What you need to do :: Return every line from the records below that has the word "خیابان".
== Dataset records
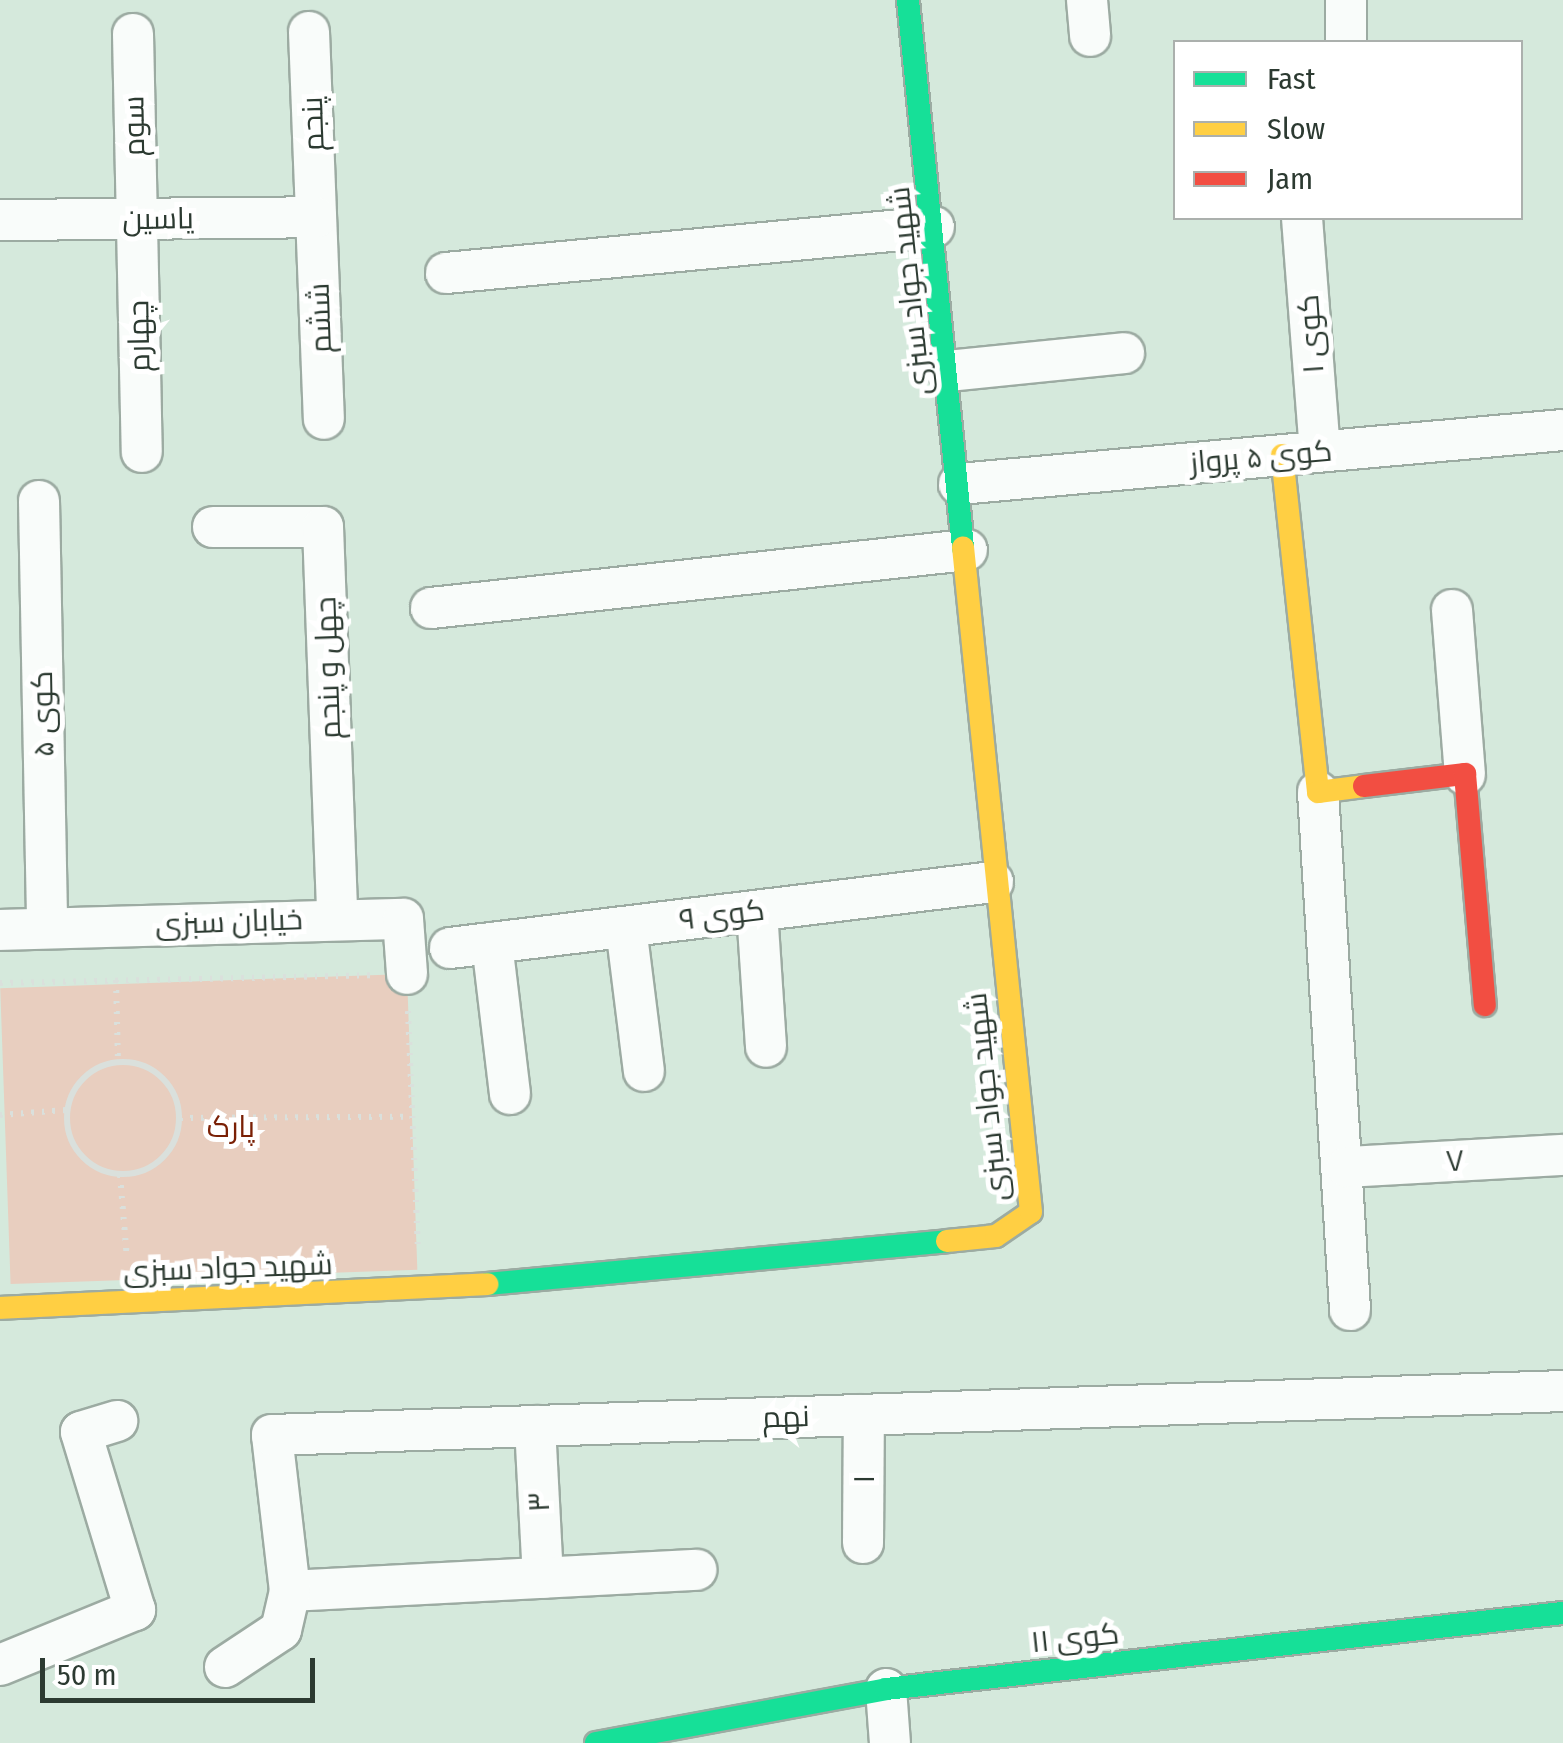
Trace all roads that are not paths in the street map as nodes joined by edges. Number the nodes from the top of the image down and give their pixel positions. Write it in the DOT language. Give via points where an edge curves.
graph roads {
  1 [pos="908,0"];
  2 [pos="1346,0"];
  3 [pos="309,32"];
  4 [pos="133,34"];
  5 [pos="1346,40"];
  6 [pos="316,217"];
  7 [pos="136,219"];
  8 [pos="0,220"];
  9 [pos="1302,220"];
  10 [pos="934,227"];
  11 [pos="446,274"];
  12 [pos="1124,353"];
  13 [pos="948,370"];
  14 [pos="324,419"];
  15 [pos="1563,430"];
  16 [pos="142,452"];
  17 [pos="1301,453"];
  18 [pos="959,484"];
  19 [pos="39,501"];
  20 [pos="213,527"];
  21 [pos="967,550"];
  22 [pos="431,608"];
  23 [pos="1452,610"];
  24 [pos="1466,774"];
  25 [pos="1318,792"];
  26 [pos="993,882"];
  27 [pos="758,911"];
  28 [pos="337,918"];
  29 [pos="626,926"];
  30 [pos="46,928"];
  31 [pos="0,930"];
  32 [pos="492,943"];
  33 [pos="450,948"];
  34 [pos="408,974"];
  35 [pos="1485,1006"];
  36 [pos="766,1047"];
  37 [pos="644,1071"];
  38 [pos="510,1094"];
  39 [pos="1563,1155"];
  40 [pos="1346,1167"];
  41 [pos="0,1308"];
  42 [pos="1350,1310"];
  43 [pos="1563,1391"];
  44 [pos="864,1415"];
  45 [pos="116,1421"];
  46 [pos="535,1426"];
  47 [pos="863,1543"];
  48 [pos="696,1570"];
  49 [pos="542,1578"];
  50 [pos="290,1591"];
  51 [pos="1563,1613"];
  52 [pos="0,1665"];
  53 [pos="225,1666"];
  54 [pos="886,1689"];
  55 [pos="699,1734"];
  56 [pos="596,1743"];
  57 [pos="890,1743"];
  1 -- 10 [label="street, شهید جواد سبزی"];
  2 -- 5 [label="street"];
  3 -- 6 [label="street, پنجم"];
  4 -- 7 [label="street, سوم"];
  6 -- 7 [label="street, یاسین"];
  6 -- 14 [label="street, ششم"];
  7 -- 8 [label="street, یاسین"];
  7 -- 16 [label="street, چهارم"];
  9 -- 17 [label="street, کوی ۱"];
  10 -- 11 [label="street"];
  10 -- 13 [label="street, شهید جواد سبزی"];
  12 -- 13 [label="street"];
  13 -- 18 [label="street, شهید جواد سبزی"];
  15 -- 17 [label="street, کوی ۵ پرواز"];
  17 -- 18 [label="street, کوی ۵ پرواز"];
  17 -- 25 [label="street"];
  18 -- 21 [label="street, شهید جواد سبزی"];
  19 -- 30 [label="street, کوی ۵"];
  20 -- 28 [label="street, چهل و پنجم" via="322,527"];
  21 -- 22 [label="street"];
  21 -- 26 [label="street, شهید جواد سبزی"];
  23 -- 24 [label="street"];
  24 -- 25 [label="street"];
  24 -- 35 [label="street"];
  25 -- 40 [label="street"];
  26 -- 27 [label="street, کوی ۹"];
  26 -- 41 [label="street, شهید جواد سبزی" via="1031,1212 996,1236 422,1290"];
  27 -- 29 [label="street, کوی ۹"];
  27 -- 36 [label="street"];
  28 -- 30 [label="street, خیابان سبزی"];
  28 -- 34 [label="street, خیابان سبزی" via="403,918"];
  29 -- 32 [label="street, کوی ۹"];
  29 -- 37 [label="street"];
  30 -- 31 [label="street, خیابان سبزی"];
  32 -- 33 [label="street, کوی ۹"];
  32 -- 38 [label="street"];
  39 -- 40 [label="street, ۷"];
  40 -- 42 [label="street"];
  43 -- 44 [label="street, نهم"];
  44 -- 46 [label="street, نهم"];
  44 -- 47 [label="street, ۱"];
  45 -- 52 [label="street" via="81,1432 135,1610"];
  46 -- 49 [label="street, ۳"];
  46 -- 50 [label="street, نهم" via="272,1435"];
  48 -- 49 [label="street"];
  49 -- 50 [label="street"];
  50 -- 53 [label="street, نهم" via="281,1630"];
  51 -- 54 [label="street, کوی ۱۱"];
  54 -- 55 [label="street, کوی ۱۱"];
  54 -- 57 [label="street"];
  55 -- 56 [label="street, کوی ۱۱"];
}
====
== Dataset records
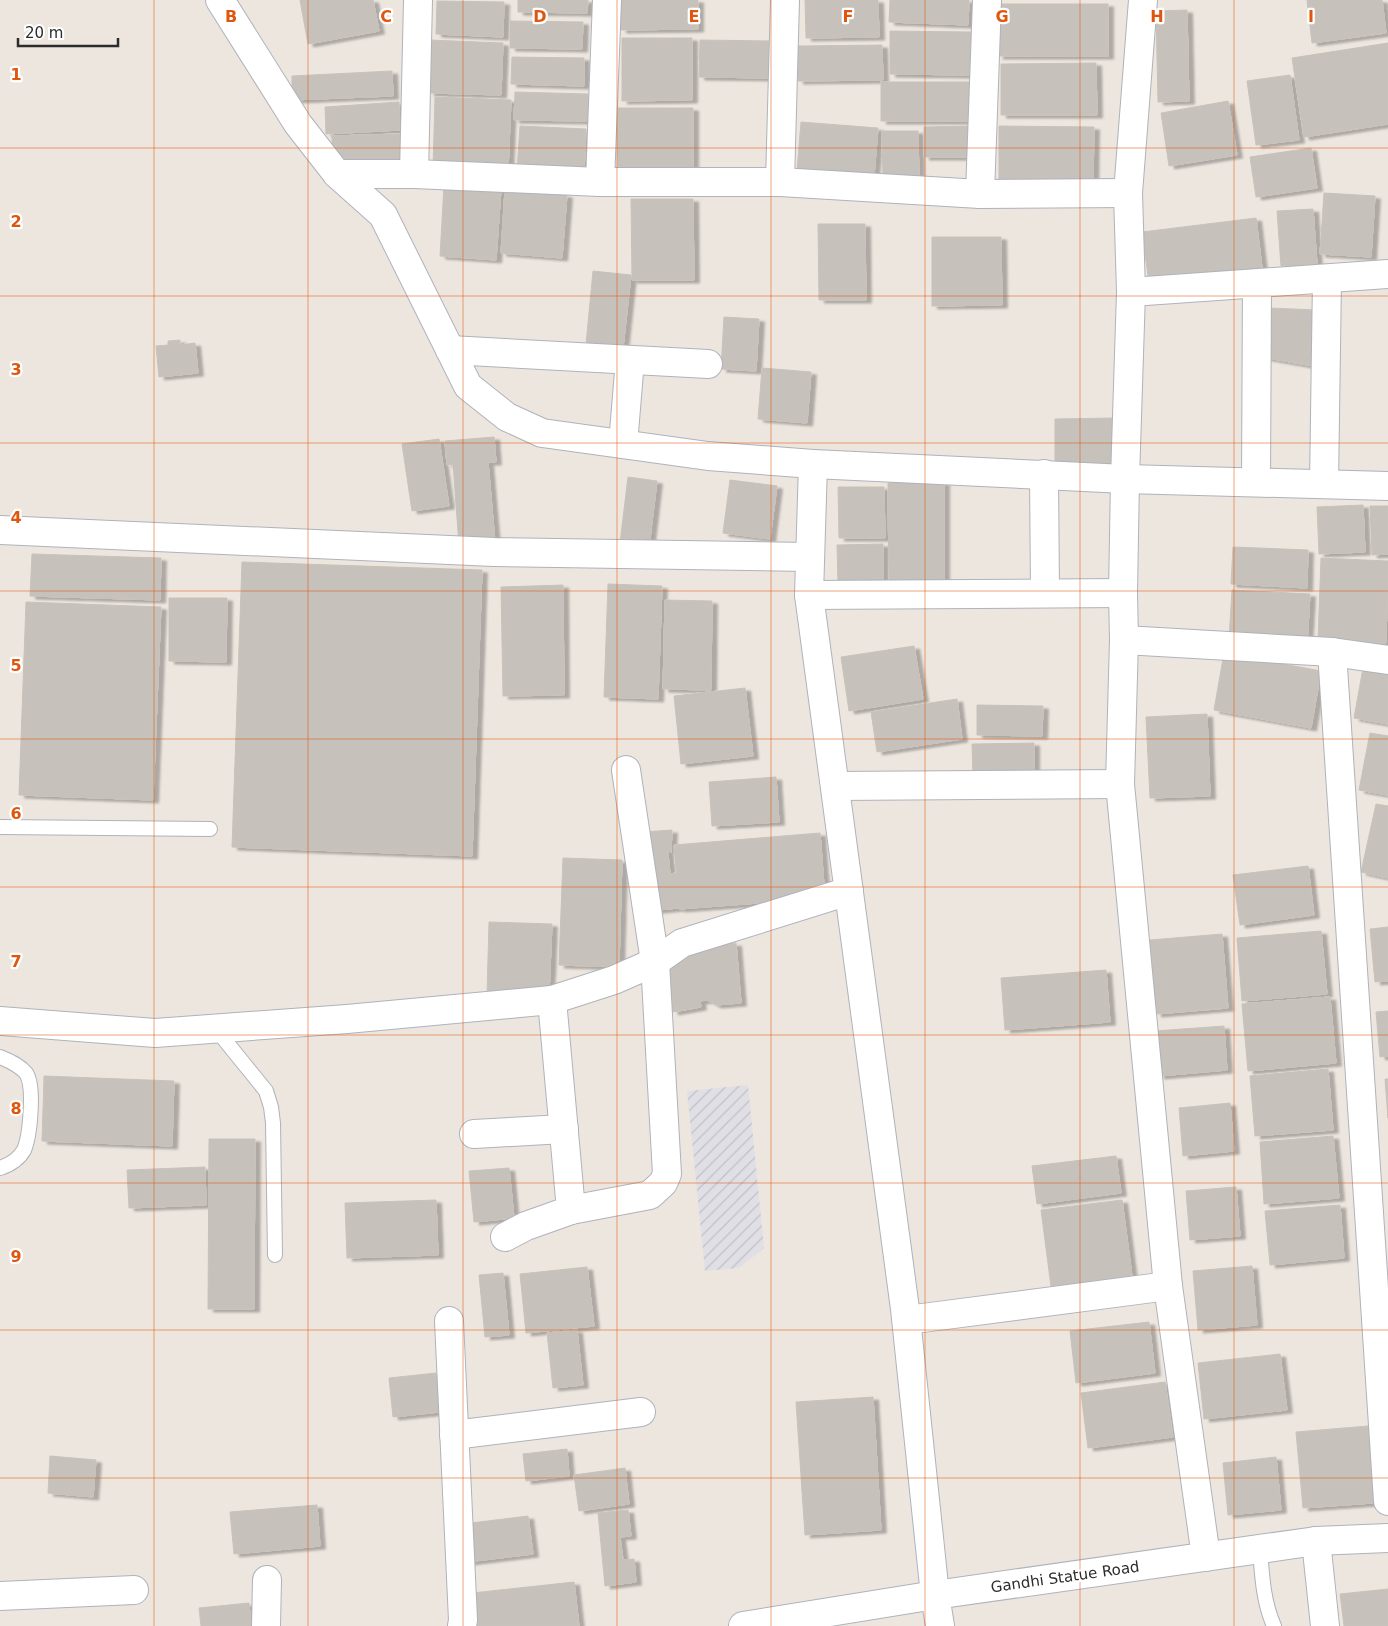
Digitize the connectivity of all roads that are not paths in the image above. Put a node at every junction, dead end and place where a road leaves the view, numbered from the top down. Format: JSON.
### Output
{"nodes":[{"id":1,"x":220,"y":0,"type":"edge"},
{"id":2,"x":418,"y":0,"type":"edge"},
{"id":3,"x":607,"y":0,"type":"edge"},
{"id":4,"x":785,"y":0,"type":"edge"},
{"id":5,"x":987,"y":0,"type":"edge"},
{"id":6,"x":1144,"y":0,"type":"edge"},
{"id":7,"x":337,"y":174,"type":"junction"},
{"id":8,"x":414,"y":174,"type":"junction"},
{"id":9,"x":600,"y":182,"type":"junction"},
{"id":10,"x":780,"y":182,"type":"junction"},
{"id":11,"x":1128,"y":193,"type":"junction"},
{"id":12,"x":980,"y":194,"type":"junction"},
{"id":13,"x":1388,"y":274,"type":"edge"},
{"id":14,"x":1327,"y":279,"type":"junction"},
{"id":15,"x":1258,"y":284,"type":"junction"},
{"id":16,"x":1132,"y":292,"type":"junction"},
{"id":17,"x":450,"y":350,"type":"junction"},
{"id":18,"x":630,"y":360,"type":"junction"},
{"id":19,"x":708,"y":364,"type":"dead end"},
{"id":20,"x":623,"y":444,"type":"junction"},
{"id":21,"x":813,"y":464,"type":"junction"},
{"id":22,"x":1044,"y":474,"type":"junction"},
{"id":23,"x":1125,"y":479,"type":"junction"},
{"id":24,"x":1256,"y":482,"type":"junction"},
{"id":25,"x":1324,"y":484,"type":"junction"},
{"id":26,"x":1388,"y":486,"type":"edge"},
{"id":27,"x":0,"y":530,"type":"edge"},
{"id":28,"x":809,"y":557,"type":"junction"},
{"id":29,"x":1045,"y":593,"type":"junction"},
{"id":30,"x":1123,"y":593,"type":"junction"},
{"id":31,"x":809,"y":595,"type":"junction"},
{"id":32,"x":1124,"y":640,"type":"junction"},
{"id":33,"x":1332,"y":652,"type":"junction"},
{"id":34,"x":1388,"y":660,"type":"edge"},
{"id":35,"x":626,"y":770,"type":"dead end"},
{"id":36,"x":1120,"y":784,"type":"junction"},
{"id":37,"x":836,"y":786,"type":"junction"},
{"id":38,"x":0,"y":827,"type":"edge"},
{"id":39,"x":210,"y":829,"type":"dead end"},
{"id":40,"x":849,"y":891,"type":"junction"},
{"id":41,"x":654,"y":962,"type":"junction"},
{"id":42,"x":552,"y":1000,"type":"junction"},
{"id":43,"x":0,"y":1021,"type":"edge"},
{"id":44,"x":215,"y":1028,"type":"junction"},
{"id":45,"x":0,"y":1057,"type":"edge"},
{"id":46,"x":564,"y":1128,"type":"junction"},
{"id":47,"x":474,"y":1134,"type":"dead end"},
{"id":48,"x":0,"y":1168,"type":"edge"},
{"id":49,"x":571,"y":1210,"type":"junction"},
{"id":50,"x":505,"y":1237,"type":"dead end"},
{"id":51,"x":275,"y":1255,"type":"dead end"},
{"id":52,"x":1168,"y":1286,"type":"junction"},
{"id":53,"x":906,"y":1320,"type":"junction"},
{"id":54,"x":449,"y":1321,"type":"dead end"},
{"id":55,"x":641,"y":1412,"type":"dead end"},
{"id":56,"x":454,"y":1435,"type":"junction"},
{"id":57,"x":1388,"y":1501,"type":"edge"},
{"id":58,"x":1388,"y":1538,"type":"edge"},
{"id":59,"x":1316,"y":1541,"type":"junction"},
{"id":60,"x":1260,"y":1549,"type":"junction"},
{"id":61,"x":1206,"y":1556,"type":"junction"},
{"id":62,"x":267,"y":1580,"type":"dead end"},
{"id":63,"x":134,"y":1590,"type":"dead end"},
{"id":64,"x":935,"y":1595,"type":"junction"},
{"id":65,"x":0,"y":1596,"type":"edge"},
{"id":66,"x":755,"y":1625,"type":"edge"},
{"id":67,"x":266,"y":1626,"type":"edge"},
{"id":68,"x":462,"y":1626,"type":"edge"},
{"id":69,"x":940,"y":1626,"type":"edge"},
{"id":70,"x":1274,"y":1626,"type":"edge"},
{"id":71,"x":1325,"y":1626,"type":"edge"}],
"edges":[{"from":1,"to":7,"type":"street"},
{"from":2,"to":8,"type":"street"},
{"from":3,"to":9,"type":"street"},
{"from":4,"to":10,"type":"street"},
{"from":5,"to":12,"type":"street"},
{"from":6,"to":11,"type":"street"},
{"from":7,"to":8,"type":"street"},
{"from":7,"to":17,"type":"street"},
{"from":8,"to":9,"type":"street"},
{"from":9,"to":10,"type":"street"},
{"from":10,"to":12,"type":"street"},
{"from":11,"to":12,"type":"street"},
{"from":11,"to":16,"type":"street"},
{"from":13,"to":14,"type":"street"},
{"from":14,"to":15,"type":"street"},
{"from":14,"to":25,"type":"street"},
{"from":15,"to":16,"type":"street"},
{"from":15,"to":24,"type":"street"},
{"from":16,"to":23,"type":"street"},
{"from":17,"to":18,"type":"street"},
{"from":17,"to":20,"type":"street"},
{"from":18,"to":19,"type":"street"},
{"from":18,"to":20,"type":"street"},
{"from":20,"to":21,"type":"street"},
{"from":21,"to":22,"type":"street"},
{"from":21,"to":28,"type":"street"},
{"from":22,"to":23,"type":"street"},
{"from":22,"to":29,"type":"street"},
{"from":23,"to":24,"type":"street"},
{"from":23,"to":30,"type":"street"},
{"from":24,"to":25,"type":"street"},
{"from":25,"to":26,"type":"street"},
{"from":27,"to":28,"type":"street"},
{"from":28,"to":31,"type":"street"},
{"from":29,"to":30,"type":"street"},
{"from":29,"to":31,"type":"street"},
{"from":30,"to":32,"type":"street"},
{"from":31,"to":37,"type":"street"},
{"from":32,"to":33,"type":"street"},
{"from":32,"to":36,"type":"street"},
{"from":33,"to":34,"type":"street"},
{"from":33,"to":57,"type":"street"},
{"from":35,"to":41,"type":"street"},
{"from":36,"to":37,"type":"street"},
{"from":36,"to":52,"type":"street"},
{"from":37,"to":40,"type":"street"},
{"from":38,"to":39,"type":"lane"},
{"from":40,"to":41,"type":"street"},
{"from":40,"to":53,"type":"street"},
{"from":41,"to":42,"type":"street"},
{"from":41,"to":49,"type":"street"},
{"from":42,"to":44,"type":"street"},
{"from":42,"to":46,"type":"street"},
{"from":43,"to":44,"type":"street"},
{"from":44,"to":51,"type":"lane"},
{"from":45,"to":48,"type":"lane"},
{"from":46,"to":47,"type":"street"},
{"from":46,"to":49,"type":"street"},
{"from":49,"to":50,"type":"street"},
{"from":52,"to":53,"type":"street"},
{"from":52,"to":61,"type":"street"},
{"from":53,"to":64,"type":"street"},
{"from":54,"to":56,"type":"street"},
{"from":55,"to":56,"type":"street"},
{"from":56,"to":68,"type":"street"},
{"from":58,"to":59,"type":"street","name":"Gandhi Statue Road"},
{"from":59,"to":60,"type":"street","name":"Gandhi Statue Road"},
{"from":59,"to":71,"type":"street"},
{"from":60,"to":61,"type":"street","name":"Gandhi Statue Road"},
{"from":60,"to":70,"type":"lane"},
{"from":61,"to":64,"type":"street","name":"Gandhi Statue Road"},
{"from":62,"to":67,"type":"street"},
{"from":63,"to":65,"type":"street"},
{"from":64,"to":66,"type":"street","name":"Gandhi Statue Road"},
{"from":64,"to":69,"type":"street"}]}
====
Response to the task ::
  28 -- 30 [label="street, خیابان سبزی"];
  28 -- 34 [label="street, خیابان سبزی" via="403,918"];
  30 -- 31 [label="street, خیابان سبزی"];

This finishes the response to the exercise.